1. How many babies are in quintuplets?
It’s five – the same number of planets that should come after the asteroid belt.
They’re also called quints. I’m pretty sure a pack of quints is called a scrum. Can you imagine? Dirty diapers, hungry bellies, and fights for teenage bathroom real estate – times five. This family in Texas had the first set of all-girl quints last year. Of course, Texas.
Their mom said she began training when she learned she was pregnant, to prepare for the monster birthday. She even maintained a 4,500-calorie diet.
Which means I could totally have quints right now.
2. Do they have Star Wars Build a Bear?
Have them, they do, as Yoda would say.
Star Wars Build-A-Bears for Finn and Rey are, well, bears, of course. Finn is a black bear, amusingly. (So is Poe Dameron, so there’s that.) Or maybe you get to decide what color to make your bear when you get on site. I’m digging the Stormtrooper bear.
There’s also classic Star Wars Build-A-Bears, including Princess Leia, Darth Vader, and R2-D2. I don’t mind Star Wars renditions of not-usually-Star-Wars stuff, so long as it’s authenticish. A Greedo or IG-88 Star Wars Build-A-Bear would be stellar.
Build-A-Bear isn’t for the middle class. I’m glad you guys got your B-A-B time in, though, when you were little. Watching you kiss the heart before they stitched it up inside your bear? Purely awesome. Kind of gives a kid a glimpse into what we feel like as parents.
Only we don’t get to kiss your heart.
3. Why don’t women have facial hair?
Geez. This one’s embarrassing to look up at work. (Pretty sure a designer walked by and saw it on my screen. My Creep Index: 10. So I just called up the Wikipedia page on Stradivarius to keep on my display. Distinguished gentleman index: 2. (I do have two Darth Vaders on my desk. Only so much I can do.) )
Blame it on androgens. That’s the hormone we fellas carry way more than women do. It gives us whiskers on our lip first, then cheeks, then chin. When we’re growing it out, we look like molting geese who’ve been tumble-dried with the world’s lintiest socks.

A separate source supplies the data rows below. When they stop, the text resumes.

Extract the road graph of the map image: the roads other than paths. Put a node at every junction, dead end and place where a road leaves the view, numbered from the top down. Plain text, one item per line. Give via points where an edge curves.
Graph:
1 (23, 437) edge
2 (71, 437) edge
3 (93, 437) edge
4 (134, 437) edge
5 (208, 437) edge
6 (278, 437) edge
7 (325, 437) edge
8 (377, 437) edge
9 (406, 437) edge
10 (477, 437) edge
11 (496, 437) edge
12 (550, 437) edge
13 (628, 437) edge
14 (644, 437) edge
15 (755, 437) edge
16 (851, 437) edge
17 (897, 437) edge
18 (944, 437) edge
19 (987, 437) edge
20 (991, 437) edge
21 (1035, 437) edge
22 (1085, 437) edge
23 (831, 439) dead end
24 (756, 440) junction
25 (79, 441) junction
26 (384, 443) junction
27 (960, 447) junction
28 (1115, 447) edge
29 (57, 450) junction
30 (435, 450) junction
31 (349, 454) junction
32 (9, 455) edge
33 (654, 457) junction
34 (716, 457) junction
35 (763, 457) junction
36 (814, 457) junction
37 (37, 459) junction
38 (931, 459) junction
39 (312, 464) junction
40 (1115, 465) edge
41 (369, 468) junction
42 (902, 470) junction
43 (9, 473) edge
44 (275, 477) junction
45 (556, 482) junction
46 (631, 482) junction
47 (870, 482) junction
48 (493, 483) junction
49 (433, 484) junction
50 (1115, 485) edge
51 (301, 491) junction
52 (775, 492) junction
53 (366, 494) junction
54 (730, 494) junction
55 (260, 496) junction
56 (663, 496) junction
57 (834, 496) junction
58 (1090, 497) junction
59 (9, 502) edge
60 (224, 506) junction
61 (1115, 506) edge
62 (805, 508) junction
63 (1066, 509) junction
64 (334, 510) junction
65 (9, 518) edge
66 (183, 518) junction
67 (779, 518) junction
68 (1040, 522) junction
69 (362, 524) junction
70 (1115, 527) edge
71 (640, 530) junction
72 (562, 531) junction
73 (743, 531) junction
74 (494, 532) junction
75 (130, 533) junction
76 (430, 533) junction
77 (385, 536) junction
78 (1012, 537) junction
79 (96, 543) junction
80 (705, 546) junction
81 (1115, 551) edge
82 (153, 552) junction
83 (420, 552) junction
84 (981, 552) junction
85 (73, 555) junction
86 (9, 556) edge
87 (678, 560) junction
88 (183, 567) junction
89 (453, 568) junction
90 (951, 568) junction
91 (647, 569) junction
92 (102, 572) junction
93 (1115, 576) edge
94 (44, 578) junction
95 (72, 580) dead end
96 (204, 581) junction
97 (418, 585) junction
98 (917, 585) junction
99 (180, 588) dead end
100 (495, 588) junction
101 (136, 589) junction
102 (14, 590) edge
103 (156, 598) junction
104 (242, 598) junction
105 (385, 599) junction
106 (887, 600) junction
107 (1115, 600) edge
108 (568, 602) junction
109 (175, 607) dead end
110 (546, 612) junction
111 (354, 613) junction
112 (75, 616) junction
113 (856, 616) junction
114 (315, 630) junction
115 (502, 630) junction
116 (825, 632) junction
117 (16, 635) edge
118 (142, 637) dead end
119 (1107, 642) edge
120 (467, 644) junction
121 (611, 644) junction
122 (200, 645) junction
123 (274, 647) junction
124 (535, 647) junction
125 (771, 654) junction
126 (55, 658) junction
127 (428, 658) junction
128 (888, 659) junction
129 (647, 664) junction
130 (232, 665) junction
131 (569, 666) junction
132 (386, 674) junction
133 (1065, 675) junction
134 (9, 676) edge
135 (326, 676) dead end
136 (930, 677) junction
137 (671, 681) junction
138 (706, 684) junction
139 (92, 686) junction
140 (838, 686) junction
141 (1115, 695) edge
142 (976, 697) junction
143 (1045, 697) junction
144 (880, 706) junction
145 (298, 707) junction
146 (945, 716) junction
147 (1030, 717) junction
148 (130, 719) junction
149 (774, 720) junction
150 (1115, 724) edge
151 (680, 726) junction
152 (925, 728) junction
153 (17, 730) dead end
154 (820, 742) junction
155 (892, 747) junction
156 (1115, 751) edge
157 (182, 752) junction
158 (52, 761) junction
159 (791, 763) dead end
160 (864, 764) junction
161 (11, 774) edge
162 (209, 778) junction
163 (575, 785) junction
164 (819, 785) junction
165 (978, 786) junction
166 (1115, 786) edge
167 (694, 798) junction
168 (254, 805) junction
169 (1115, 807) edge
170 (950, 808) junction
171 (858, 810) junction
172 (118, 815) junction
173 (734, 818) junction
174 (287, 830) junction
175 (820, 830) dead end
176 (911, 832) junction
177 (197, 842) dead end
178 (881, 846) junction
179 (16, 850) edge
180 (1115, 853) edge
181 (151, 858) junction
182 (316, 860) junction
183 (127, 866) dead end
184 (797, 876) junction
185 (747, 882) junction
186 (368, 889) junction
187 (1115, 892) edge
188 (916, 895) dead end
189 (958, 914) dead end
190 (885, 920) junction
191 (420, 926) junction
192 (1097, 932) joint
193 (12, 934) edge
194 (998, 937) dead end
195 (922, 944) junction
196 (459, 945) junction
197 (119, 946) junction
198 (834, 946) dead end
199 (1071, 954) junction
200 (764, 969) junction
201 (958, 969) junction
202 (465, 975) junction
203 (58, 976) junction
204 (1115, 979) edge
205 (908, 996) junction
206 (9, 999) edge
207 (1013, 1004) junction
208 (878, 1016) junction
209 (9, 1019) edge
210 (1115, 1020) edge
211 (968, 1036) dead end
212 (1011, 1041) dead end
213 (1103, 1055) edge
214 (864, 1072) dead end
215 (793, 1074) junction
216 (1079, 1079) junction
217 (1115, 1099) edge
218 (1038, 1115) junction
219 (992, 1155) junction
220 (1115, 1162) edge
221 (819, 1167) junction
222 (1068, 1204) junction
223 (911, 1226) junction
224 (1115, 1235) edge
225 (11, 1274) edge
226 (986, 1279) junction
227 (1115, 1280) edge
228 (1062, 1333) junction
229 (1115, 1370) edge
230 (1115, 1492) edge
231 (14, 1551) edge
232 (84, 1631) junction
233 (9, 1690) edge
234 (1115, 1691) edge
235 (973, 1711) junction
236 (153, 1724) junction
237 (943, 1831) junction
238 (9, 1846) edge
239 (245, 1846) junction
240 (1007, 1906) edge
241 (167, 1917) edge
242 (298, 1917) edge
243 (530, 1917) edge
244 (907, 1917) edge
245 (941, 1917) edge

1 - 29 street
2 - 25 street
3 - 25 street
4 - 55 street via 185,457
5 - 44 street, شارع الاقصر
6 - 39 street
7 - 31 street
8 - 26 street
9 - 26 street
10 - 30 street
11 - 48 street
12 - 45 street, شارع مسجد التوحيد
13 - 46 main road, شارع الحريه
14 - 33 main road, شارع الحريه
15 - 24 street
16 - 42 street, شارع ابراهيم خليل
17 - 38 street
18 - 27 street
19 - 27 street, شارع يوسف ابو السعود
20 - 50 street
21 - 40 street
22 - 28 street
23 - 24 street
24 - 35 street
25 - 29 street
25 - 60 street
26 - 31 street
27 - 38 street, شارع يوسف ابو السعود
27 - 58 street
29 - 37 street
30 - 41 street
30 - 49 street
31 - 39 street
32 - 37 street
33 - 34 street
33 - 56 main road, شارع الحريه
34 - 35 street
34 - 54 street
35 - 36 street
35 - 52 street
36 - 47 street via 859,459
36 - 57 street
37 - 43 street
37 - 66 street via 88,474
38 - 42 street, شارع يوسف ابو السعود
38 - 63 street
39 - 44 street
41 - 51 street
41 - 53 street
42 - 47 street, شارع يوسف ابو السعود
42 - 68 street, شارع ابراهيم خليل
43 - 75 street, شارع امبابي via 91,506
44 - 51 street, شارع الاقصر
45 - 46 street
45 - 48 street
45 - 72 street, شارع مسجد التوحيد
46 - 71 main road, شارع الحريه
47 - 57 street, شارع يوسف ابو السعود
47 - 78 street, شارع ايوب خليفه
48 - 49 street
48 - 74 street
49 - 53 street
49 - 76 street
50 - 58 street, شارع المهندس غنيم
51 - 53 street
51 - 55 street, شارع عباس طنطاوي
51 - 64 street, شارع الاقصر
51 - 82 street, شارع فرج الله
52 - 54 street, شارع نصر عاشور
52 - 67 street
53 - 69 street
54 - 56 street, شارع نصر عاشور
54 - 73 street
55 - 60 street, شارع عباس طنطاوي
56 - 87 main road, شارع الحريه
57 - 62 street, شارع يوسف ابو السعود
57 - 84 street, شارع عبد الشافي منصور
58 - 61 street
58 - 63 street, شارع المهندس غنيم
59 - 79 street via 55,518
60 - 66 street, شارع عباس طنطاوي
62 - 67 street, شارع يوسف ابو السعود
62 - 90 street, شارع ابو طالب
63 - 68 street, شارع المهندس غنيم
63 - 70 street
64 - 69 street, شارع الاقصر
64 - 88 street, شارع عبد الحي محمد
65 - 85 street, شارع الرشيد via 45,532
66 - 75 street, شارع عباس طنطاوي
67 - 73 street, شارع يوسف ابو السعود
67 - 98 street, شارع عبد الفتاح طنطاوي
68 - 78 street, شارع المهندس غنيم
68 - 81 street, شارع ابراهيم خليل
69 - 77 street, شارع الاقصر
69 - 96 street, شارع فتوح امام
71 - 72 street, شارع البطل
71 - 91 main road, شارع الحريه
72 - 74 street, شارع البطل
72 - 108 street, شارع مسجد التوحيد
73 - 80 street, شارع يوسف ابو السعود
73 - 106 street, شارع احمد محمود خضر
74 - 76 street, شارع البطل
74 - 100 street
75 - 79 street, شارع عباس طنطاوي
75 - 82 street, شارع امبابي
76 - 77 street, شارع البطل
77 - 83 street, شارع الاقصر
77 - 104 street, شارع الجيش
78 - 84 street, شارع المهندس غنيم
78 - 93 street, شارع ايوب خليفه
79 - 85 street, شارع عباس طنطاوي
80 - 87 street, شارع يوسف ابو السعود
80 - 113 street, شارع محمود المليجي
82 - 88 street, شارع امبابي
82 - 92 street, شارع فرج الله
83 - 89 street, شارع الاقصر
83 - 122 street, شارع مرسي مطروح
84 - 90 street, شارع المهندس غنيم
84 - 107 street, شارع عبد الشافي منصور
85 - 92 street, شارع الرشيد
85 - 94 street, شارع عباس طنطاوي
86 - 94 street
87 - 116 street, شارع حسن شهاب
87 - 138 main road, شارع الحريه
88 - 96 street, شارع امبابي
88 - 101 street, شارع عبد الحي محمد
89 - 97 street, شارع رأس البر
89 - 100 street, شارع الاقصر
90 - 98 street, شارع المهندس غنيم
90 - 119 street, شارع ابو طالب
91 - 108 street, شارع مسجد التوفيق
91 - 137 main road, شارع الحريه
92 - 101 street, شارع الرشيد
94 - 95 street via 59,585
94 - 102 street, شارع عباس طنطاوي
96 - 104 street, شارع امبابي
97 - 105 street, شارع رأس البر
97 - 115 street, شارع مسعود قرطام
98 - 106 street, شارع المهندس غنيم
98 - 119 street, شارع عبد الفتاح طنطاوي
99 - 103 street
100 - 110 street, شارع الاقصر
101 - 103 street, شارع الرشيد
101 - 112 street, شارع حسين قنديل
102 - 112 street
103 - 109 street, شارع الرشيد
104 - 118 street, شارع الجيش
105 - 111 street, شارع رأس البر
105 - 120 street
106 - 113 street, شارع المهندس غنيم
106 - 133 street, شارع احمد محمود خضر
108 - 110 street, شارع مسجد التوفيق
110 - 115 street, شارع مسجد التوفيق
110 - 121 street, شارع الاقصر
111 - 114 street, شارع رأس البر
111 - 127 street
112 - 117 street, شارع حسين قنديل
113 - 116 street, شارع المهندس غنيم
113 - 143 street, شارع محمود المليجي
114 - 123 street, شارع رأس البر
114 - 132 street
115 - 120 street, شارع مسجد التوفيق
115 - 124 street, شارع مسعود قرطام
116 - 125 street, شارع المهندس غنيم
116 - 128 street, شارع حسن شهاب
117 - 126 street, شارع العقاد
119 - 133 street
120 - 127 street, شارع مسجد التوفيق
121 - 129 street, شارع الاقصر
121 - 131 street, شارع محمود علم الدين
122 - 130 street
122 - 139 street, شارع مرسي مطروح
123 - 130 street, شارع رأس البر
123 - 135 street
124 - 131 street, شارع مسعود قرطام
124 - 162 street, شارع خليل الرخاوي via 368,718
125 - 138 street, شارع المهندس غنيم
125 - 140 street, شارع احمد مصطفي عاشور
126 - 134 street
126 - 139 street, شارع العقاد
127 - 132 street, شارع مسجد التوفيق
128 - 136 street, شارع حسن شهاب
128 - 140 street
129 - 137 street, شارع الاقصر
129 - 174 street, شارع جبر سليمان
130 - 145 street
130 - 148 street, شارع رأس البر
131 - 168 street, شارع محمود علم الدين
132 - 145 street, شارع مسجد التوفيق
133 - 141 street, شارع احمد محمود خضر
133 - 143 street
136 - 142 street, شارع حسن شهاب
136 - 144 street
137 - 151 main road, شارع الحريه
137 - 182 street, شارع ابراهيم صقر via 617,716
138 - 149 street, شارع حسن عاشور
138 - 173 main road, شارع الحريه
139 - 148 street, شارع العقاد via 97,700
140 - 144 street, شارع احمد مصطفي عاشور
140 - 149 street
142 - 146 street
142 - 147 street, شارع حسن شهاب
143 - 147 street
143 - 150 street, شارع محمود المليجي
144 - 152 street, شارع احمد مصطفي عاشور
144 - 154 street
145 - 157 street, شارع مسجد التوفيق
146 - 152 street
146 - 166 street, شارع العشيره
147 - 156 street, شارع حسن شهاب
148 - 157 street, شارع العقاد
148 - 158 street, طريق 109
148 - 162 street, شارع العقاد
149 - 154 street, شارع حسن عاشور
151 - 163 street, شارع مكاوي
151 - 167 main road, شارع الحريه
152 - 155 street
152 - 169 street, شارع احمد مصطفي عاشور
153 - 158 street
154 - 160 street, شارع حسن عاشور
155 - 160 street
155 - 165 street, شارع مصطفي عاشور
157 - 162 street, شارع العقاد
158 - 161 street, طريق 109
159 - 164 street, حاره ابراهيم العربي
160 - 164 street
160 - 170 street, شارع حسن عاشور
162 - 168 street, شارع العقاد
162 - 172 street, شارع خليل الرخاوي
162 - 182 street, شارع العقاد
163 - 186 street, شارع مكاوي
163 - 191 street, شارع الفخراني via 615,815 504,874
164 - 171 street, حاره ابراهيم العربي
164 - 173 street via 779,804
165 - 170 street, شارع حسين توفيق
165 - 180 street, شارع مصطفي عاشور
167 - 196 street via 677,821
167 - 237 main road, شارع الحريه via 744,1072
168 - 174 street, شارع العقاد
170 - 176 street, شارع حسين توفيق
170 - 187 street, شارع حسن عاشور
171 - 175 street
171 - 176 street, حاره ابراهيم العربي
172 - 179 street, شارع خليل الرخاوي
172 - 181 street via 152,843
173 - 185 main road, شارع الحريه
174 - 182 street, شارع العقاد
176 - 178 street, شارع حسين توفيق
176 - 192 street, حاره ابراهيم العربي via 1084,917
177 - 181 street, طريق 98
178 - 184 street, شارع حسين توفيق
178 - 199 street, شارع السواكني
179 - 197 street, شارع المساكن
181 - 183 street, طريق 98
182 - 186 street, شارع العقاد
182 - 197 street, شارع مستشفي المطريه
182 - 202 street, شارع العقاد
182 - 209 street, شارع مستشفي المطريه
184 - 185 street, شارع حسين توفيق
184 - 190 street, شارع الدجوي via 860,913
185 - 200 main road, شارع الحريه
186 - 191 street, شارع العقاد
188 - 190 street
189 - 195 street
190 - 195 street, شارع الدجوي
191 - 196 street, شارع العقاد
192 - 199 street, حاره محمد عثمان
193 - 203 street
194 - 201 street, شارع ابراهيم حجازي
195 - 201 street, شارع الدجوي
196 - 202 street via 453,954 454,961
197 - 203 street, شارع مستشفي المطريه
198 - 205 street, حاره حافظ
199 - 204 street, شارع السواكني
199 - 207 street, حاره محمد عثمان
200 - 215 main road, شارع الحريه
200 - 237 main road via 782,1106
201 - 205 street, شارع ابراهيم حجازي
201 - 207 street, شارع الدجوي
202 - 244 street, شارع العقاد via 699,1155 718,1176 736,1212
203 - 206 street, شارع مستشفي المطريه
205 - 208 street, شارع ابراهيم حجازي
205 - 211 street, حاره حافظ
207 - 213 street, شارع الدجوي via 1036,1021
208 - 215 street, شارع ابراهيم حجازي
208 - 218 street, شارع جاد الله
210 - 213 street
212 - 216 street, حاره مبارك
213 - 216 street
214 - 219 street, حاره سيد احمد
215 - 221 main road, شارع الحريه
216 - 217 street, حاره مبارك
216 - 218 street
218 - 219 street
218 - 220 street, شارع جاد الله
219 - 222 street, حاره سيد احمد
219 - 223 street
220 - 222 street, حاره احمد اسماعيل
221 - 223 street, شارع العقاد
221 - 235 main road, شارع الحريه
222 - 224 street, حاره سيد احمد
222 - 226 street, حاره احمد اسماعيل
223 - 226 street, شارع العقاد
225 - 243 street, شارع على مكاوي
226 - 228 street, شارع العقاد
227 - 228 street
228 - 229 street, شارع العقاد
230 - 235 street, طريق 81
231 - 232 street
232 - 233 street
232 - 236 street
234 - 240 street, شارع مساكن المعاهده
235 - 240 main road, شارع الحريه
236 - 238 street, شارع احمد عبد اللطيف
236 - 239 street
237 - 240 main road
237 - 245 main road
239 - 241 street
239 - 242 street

My beard comes out mostly gray, so when I grow out some chin music, I look like Michael McDonald, circa 1985. It doesn’t match. Turns out, it’s because the hair follicles on our faces fade out quicker than the ones on our head. Eventually, I’ll be full-on Kenny Rogers.
4. Do cities have official colors?
Some are unofficially official.
Pittsburgh’s sports teams – the Steelers, Pirates and Penguins – share a black-and-gold color scheme. The city’s crest features black and gold (also, a lion, a chained-up antelope and a stork, but that’s neither here nor there.) Toronto teams sport mainly blue.
Miami has splashes of colors common to Floridian gaudiness, with teals and oranges. The Miami Heat’s black-and-red scheme could use some infused Florida flash. Outside of sports teams, cities do have a color palette – and it’s nothing contrived. Check it out.
5. What’s persnickety?
Persnickety means you pay attention to stuff that doesn’t matter.
Call it careful. I call it narrow-minded. Tunnel-visioned. A set expectation of what’s important, only, the things found important likely fit well in the trivial bucket. Not that I’m judge and jury for what’s left in and what’s left out.
I do think part of being a good teammate is having a teammate’s back, even if she’s not at her best. Tactically or verbally.
I do think kids make mistakes and realize their mistakes, and don’t need a grownup to always yell at them because they know they’ve made the mistake.
I do think Star Wars in the mainstream makes a purist like me squirm a little – but if it means more people can enjoy what we love, I’m good with that.
I do think a city’s landmarks and clichés and touristy spots help identify it – but finding the town’s best mom-and-pop pizza joint shows me more about its color than anything.
I do think Hope Solo will be missed. And we’ve done a great disservice to her, and her team, and girls’ soccer overall. You needn’t be perfect to have worth and a place.
And I do think Pluto’s a planet. Dwarf planet, my arse.